_THE TASK_. Search the listing for the word "junction" and copy every line where it turns up.

--- DATA TO PROCESS ---

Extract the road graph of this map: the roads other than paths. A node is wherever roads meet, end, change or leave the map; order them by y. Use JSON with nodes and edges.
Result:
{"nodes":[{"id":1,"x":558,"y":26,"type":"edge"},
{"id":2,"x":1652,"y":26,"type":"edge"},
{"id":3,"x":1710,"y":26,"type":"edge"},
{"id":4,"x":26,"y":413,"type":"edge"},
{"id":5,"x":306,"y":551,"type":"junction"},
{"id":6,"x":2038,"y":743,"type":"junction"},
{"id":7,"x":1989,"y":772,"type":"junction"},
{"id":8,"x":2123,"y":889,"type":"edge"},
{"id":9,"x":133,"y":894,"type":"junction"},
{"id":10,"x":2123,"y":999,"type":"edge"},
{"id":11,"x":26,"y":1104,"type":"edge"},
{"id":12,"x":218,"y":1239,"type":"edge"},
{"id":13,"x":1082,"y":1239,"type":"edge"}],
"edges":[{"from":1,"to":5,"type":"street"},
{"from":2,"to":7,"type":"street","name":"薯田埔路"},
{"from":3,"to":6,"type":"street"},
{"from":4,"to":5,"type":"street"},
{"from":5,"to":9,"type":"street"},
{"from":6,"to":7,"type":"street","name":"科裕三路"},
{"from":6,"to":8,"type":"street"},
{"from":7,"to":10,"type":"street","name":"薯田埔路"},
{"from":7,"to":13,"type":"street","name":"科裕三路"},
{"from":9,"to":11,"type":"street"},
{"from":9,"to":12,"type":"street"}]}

---

_REPLY_.
{"id":5,"x":306,"y":551,"type":"junction"},
{"id":6,"x":2038,"y":743,"type":"junction"},
{"id":7,"x":1989,"y":772,"type":"junction"},
{"id":9,"x":133,"y":894,"type":"junction"},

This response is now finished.